■ GIVEN DATA:
___

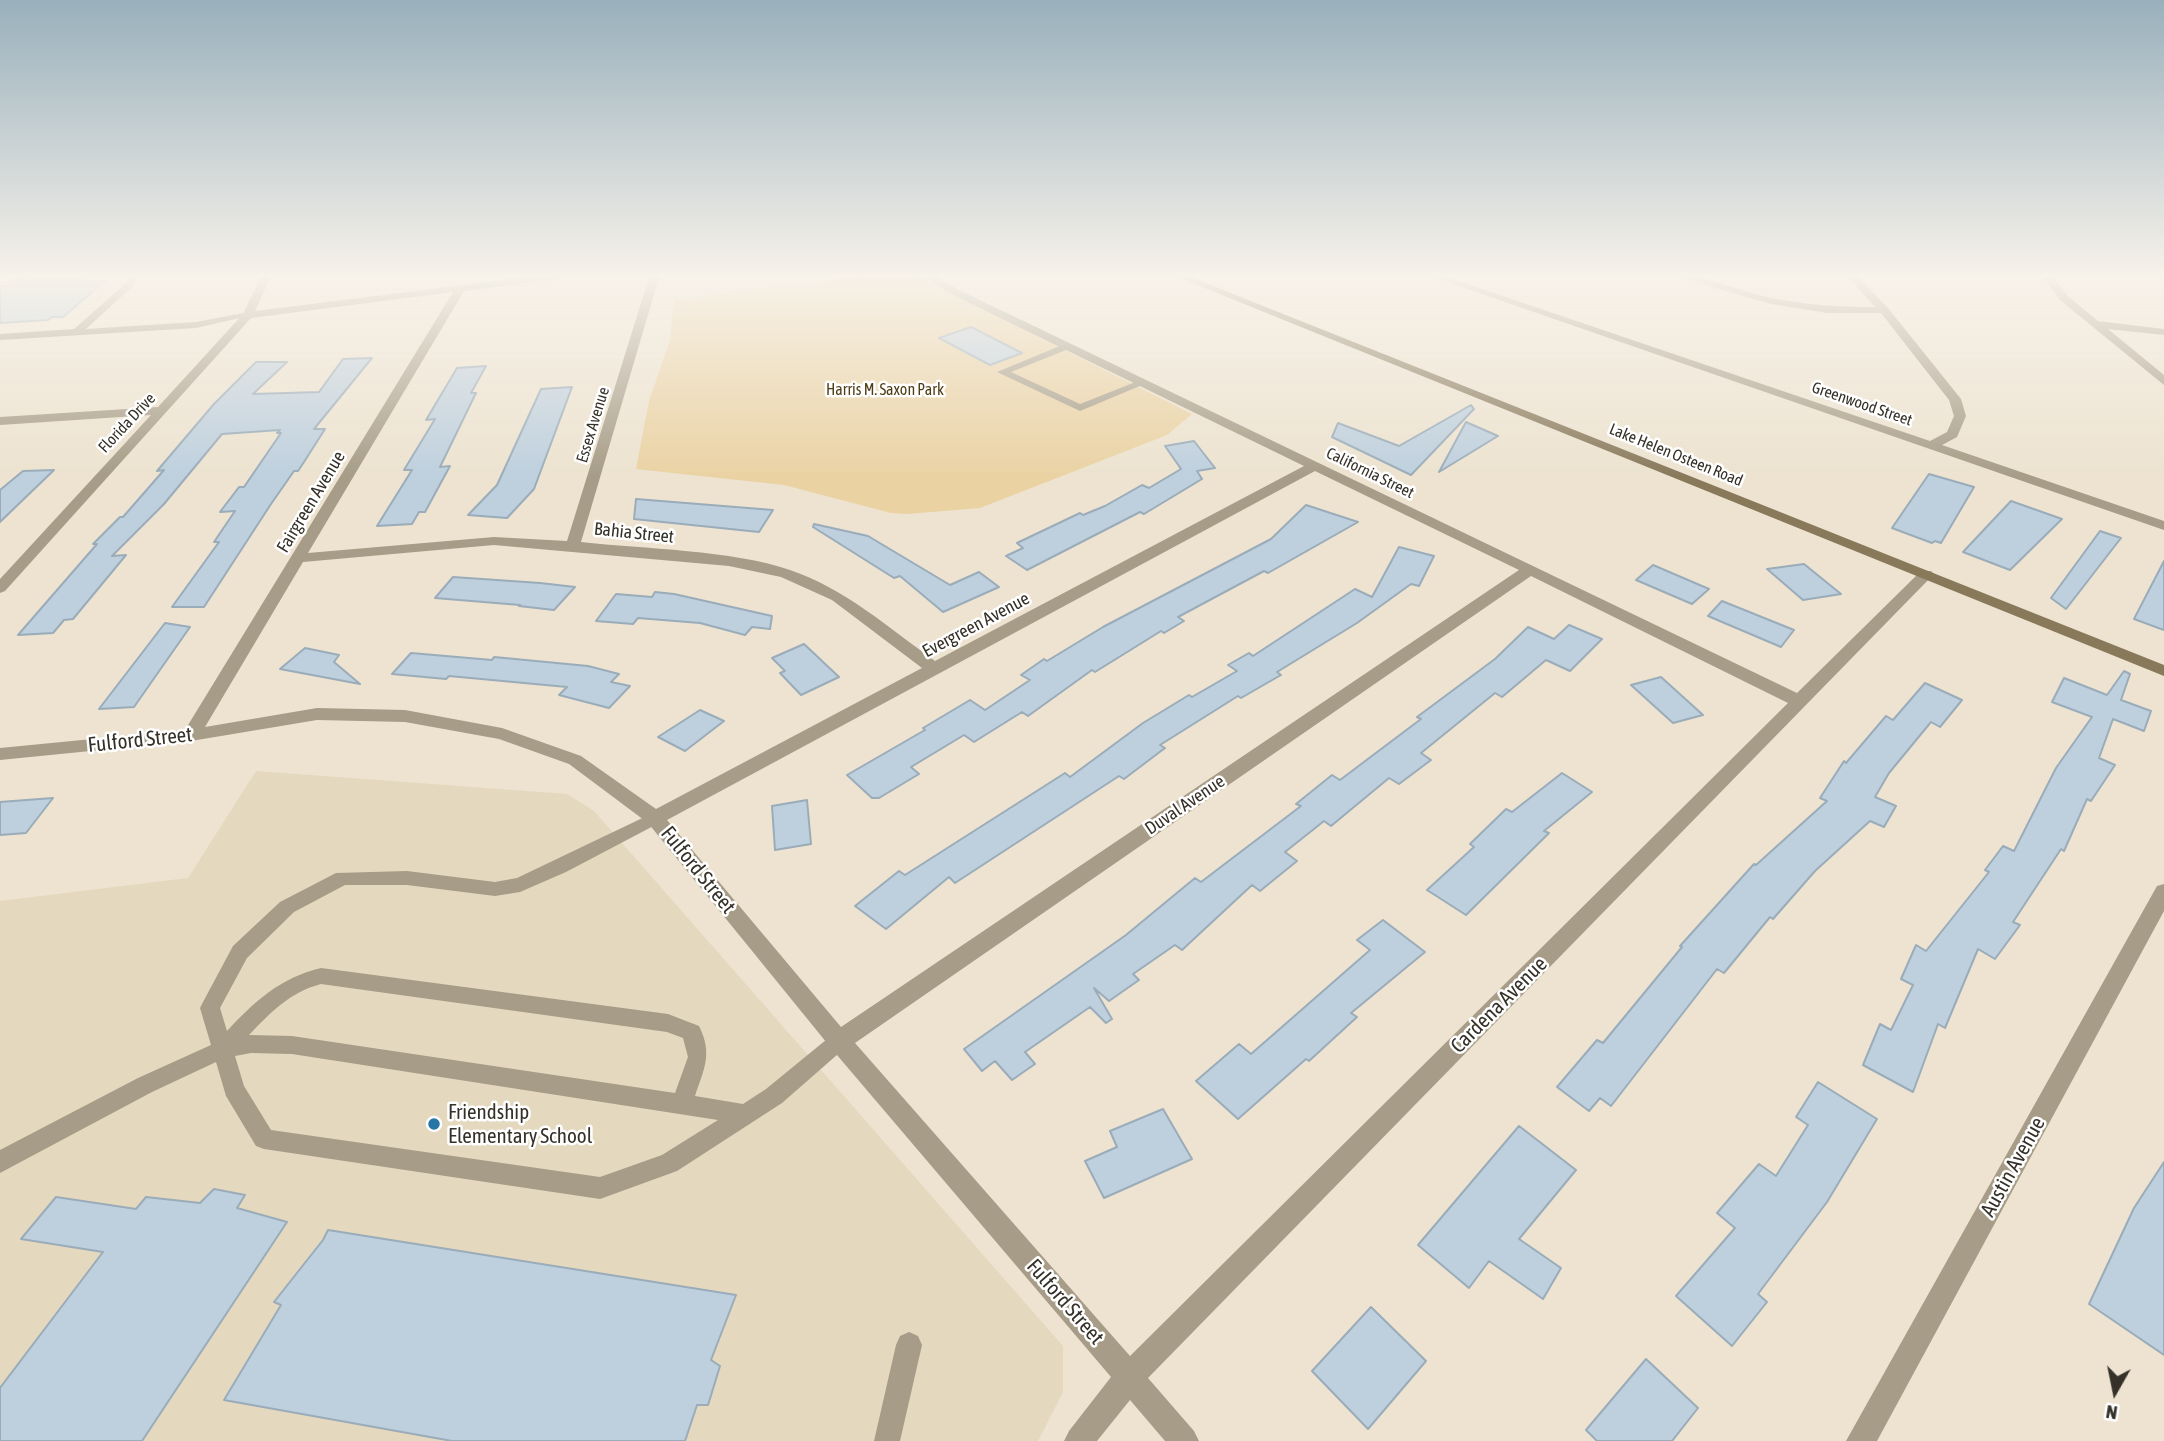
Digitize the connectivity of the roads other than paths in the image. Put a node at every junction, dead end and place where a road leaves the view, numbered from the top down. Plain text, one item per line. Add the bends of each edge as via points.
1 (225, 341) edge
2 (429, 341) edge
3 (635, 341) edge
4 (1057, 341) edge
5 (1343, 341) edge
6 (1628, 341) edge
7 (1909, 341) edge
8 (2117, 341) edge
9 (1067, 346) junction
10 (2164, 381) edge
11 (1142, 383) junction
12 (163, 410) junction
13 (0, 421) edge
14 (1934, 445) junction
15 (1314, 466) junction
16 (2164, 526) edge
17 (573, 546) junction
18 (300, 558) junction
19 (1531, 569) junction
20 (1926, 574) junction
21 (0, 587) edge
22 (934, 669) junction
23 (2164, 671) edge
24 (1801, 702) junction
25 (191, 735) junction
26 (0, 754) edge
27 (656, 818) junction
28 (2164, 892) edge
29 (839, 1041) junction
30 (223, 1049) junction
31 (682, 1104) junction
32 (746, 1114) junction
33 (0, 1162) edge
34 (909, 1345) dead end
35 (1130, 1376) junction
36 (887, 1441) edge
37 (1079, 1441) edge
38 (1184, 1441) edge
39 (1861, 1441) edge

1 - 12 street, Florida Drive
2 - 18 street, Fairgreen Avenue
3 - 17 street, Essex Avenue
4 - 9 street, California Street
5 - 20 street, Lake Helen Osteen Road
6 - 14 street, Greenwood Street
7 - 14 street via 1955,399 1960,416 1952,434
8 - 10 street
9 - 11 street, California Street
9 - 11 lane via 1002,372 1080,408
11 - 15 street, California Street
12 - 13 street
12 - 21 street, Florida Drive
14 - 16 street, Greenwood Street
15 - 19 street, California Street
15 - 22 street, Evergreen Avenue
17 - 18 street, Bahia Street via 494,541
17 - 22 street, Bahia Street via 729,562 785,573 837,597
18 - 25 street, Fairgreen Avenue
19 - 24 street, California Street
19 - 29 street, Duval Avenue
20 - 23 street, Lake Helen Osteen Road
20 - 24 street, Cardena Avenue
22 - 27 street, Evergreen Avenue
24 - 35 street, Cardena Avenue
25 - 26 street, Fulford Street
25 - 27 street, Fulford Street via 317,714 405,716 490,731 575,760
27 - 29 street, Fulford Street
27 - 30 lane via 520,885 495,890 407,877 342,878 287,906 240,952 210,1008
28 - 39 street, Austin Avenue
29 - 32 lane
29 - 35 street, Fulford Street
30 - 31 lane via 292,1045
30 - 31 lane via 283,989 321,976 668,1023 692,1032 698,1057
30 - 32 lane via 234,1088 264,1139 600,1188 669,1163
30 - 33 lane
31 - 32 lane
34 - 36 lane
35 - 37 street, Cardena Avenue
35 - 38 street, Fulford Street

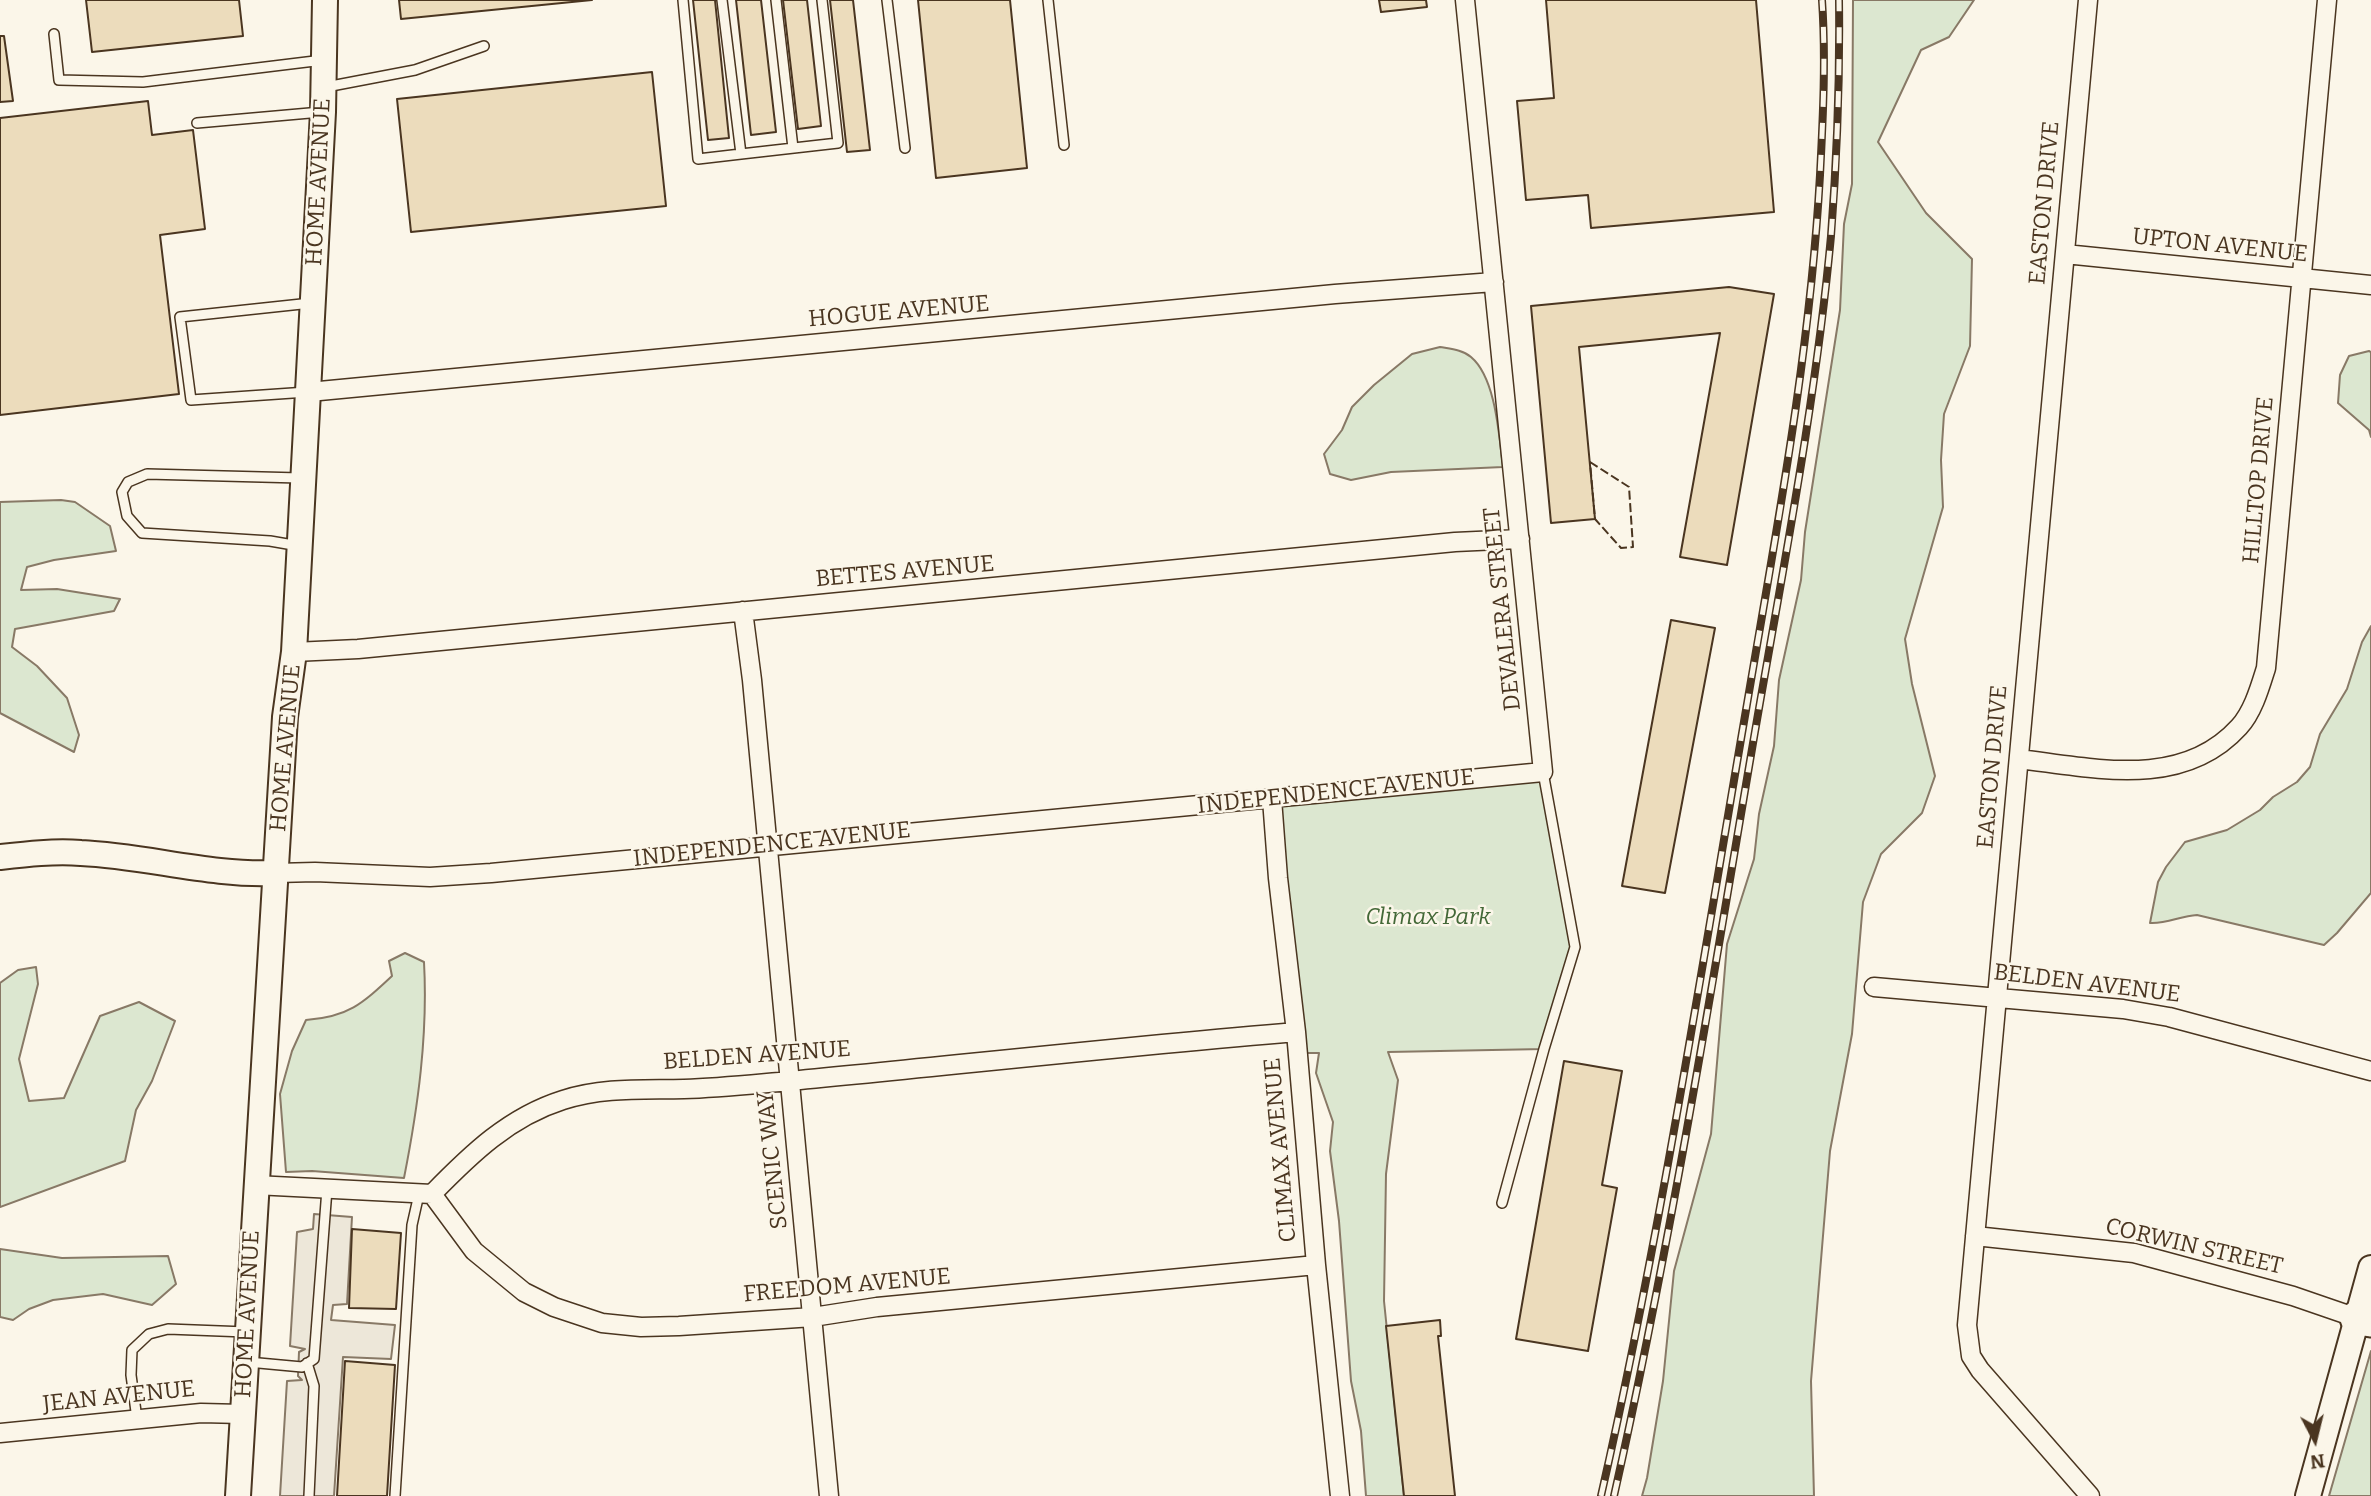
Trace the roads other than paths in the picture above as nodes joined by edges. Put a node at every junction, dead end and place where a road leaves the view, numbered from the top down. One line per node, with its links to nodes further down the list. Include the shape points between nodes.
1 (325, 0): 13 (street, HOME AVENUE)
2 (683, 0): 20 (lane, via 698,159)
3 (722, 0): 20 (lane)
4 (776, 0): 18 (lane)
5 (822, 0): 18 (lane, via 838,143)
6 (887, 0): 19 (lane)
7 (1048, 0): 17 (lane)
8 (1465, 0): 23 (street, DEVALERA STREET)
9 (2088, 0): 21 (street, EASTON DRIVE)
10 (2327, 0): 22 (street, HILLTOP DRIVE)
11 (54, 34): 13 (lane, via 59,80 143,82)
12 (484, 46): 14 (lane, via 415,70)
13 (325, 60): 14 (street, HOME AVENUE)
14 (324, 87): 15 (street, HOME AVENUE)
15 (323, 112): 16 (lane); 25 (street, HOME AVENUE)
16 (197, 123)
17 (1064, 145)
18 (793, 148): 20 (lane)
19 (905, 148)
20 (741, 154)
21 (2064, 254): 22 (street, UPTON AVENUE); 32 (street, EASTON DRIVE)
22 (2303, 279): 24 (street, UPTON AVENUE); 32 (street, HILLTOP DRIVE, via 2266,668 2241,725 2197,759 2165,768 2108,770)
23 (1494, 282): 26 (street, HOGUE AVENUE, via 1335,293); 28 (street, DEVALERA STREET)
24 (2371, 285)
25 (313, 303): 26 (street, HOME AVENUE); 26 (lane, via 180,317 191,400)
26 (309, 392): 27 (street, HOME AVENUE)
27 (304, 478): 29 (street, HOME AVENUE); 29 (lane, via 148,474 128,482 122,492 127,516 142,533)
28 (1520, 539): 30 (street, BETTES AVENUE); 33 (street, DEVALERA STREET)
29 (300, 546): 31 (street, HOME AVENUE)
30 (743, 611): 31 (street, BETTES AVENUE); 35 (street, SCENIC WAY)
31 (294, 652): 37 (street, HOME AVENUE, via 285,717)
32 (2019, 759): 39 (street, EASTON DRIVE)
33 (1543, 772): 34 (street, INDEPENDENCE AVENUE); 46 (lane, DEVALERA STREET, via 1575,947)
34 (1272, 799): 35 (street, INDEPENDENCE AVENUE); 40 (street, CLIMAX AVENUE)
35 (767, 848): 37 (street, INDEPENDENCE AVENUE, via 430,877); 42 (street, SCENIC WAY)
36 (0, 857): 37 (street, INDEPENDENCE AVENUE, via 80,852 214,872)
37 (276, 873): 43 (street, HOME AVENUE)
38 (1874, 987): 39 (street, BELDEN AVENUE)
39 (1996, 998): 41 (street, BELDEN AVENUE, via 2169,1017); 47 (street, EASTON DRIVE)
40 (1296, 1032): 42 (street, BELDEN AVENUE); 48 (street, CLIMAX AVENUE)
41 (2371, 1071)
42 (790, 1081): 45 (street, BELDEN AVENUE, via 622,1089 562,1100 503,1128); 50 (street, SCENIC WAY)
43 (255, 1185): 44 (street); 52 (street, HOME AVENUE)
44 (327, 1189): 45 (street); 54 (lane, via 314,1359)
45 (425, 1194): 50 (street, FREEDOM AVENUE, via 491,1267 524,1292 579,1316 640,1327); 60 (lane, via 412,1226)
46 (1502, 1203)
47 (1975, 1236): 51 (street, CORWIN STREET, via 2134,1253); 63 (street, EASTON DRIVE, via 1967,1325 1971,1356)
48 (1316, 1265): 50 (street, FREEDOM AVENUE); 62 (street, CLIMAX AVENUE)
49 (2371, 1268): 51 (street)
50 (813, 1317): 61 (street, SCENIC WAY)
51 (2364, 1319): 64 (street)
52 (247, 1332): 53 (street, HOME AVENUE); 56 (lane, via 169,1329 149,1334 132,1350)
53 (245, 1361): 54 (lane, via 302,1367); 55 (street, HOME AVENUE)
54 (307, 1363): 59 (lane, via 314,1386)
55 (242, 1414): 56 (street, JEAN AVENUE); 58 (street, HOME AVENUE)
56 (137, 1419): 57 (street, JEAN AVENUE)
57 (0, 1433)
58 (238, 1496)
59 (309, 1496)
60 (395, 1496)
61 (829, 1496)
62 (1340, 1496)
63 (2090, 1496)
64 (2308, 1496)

___

■ WHAT THIS TASK INVOLVES:
In the data above, count the lines where the word "JEAN" appears; reply with the number only.

■ TASK RESPONSE:
2